Secondo il vincolante principio di diritto imposto dalla decisione di rinvio, per gli importi maturati fino al 31 dicembre 2000, il discrimine tra l’applicazione dell’aliquota del 12,50% e la sottoposizione a tassazione separata va, dunque, riferito alla ricorrenza o meno di concreta gestione sul mercato del capitale accantonato. (cfr., tra le tante: Cass. 720/17, Cass. 10604/15, 1977/15, 8310/14, 6380/14, 3136/14, 3132/14, 22950/13, 22492/13, 12491-12496/13, 7724-7728/13, 8320/12, 5376/12, 280/12, 29583/11). Detta gestione verrebbe, ovviamente, a mancare se, e nella misura in cui, le somme erogate fossero frutto, anzichè d’investimento di contributi, di accantonamento in base al criterio delle riserve matematiche e fossero, dunque, realizzate, anzichè con metodo “contributivo”, con metodo “retributivo” (per analoga soluzione con riguardo a situazione simile: cfr., tra le tante, Cass. 120/17, 26739/16, 21332/15 17535/12). D’altro canto – posto che, in tema di contenzioso tributario, il contribuente che impugni il rigetto dell’istanza di rimborso di un tributo riveste la qualità di attore in senso sostanziale, con il consequenziale corollario in tema di distribuzione dell’onere della prova (cfr., tra le altre, Cass. 15026/14, 18427/12) – spetta indubbiamente al contribuente, che invoca il diritto alla ripetizione della maggiore ritenuta praticata dal sostituto di imposta, fornire la prova del fondamento della sua pretesa, dimostrando quale sia la parte dell’indennità ricevuta ascrivibile a rendimenti frutto d’investimento sui mercati di riferimento.

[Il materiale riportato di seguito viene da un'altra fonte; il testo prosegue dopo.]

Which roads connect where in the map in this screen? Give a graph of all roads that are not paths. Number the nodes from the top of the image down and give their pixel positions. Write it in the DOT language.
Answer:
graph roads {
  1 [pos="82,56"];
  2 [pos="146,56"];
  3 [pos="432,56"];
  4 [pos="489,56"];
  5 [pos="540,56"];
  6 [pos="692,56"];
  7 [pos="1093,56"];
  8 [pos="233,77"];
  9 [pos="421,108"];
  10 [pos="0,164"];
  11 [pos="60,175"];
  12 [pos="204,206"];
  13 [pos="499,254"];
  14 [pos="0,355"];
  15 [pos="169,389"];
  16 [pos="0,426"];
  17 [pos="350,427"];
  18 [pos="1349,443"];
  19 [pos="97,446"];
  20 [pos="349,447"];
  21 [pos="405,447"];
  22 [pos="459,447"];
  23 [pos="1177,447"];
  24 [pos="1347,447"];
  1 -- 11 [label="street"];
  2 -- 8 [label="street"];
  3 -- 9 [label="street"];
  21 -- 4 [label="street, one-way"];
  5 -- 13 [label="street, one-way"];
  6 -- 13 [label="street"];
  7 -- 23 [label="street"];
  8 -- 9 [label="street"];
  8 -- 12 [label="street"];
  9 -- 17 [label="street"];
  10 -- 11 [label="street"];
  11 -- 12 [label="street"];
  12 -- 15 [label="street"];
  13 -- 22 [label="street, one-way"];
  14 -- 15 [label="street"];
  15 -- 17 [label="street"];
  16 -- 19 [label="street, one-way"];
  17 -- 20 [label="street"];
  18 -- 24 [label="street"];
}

6. – Alla luce di quanto precede, deve ritenersi che la sentenza impugnata – affermando l’assoggettabilità alla ritenuta del 12,50% di tutti gli importi maturati a favore dei contribuenti entro la data del 31 dicembre 2000 che non fossero riferibili a contributi a carico dei dirigenti ovvero dell’Azienda, senza fornire alcuna indicazione (pur a fronte di specifiche contestazioni dell’Agenzia) in merito al fatto che le somme erogate al beneficiario derivassero in concreto, in tutto o in parte, dalla gestione di capitali sui mercati di riferimento – ha violato il principio di diritto affermato dalle Sezioni unite ed il dictum della decisione di rinvio che ad esso si è richiamata.

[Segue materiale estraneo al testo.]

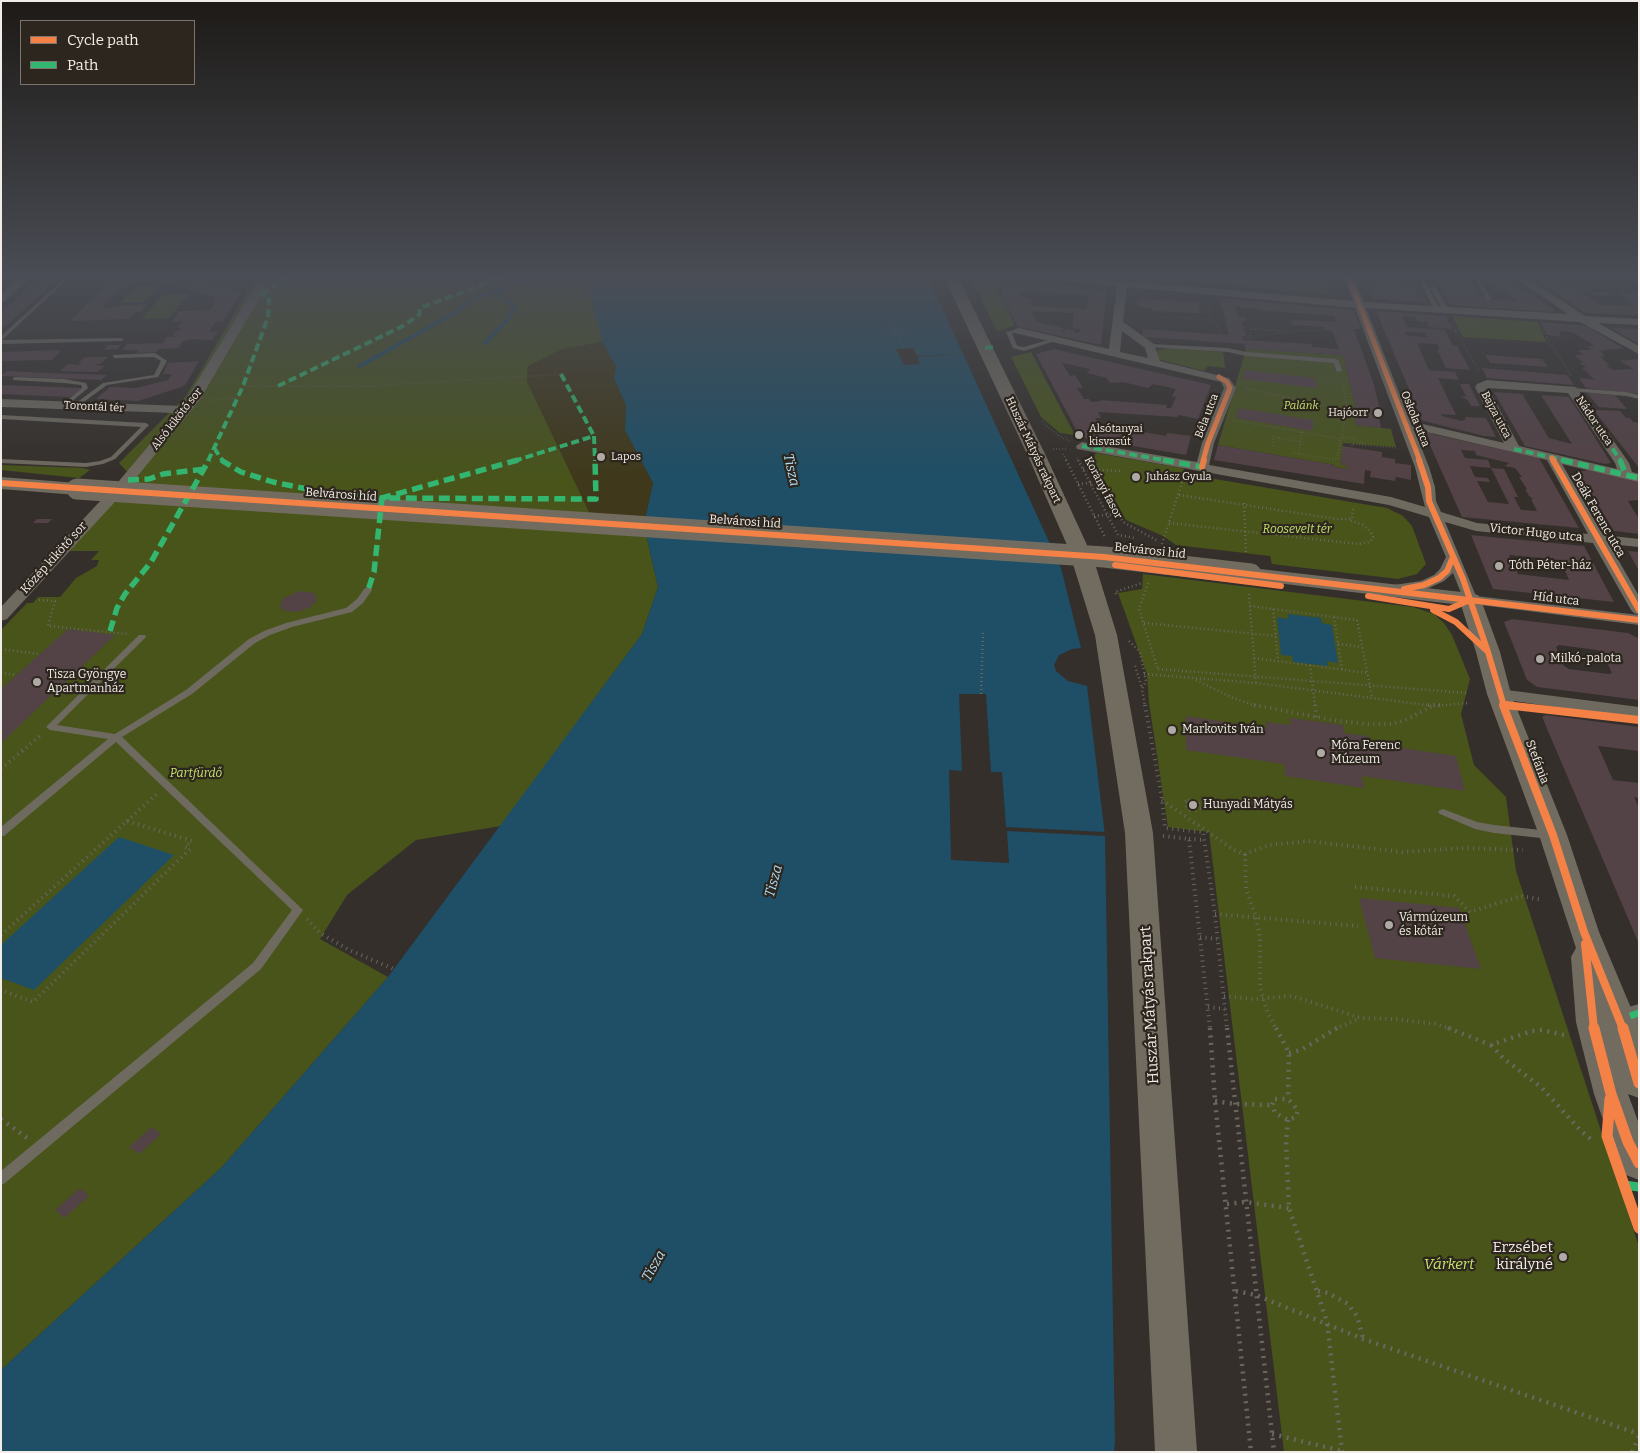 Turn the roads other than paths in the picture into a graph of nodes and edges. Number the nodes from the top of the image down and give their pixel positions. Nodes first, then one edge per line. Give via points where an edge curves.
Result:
1 (228, 343) edge
2 (982, 343) edge
3 (1013, 343) edge
4 (1045, 343) edge
5 (1067, 343) edge
6 (1115, 343) edge
7 (1146, 343) edge
8 (1374, 343) edge
9 (1624, 343) edge
10 (1150, 346) junction
11 (1639, 351) edge
12 (1114, 354) junction
13 (115, 356) dead end
14 (1155, 363) junction
15 (1339, 371) dead end
16 (15, 379) dead end
17 (1487, 384) joint
18 (1576, 390) junction
19 (1639, 397) edge
20 (1, 403) edge
21 (70, 406) junction
22 (186, 410) junction
23 (1, 417) edge
24 (1404, 423) junction
25 (1612, 442) dead end
26 (1076, 449) road end
27 (1514, 449) junction
28 (1552, 458) junction
29 (1, 461) edge
30 (1202, 467) junction
31 (1634, 477) edge
32 (126, 482) dead end
33 (7, 484) edge
34 (108, 500) dead end
35 (1436, 516) junction
36 (1600, 539) junction
37 (1639, 543) edge
38 (1453, 557) junction
39 (368, 590) dead end
40 (1384, 590) junction
41 (1470, 600) junction
42 (1639, 610) edge
43 (1, 616) edge
44 (1639, 620) edge
45 (142, 637) road end
46 (1500, 694) junction
47 (1639, 713) edge
48 (116, 737) junction
49 (1444, 812) dead end
50 (1, 833) edge
51 (1553, 835) junction
52 (1584, 932) junction
53 (1639, 1082) edge
54 (1639, 1164) edge
55 (1, 1179) edge
56 (1176, 1452) edge

1 - 22 street, Alsó kikötő sor
2 - 56 street, Huszár Mátyás rakpart via 1079,550 1106,635 1118,698 1139,833
3 - 4 lane via 1015,348 1024,349
5 - 12 street
6 - 12 street
7 - 10 street
8 - 24 street, Oskola utca
9 - 11 street
10 - 14 street
10 - 15 lane via 1336,360
12 - 14 street
13 - 21 lane via 155,355 164,361 156,376 105,384
14 - 30 street, Béla utca via 1219,378 1230,388
16 - 21 lane via 84,384 86,388
17 - 18 street, Nádor utca
17 - 27 street, Bajza utca via 1481,387
18 - 19 lane
18 - 31 street, Nádor utca via 1592,419
20 - 21 street, Torontál tér
21 - 22 street, Torontál tér
22 - 32 street, Alsó kikötő sor
23 - 29 lane via 146,425 113,458 100,463
24 - 27 street
24 - 35 street, Oskola utca via 1422,466 1429,501
25 - 31 lane
26 - 30 street
27 - 28 street
28 - 31 street
28 - 36 street, Deák Ferenc utca
30 - 35 street via 1391,501
33 - 40 street, Belvárosi híd, bridge via 1104,557
34 - 43 street, Közép kikötő sor
35 - 36 street, Victor Hugo utca via 1476,527
35 - 38 street
36 - 37 street, Victor Hugo utca
36 - 42 street, Deák Ferenc utca
38 - 40 street via 1439,578 1406,589
38 - 41 street
39 - 48 lane via 349,610 289,625 252,641 189,692
40 - 41 street, Belvárosi híd
41 - 44 street, Híd utca
41 - 46 street, Stefánia
45 - 48 lane via 50,727
46 - 47 street
46 - 51 street, Stefánia
48 - 50 lane
48 - 55 lane via 298,910 258,966
49 - 51 lane via 1494,830
51 - 52 street, Stefánia
52 - 53 street, Stefánia via 1620,1018
52 - 54 street, Stefánia via 1592,1022 1611,1094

La sentenza impugnata deve essere, dunque, cassata e la causa va nuovamente rinviata al giudice di appello, perchè si dia effettivo corso al dictum della sentenza di questa Corte n. 30766/11, consistente nell’affermazione del diritto dei contribuenti ad usufruire dell’imposizione con aliquota del 12,50%, ai sensi del D.P.R. n. 917 del 1986, art. 42, comma 4 e L. n. 482 del 1985, art. 65, con esclusivo riguardo alle somme costituenti frutto di effettivo impiego sul mercato di capitale accantonato (in tal senso, con riguardo ad analoghe controversie, v., anche, Cass. 720/17 e 26728/16).

La causa va, pertanto, rinviata alla Commissione tributaria regionale della Sicilia perchè – ai fini della definizione dell’ammontare dell’eventuale credito restitutorio dei contribuenti accerti se (ed eventualmente quale) parte delle somme complessivamente erogate ai contribuenti corrisponda al rendimento netto derivante dalla gestione sul mercato del capitale accantonato e calcolando, quindi, le imposte dovute dai contribuenti, con applicazione solo alla parte suddetta delle somme erogate dell’aliquota del 12,50% secondo la disciplina dettata dalla L. n. 482 del 1985, art. 6, fermo restando, per il residuo, il regime di tassazione separata di cui al D.P.R. n. 917 del 1986, art. 16, comma 1, lett. a e art. 17. Il giudice del rinvio provvederà anche in ordine alle spese della presente fase del giudizio.

PQM

accoglie il ricorso cassa la sentenza impugnata e rinvia la causa, anche per la regolamentazione delle spese alla Commissione tributaria regionale della Sicilia.

Così deciso in Roma, il 23 febbraio 2017.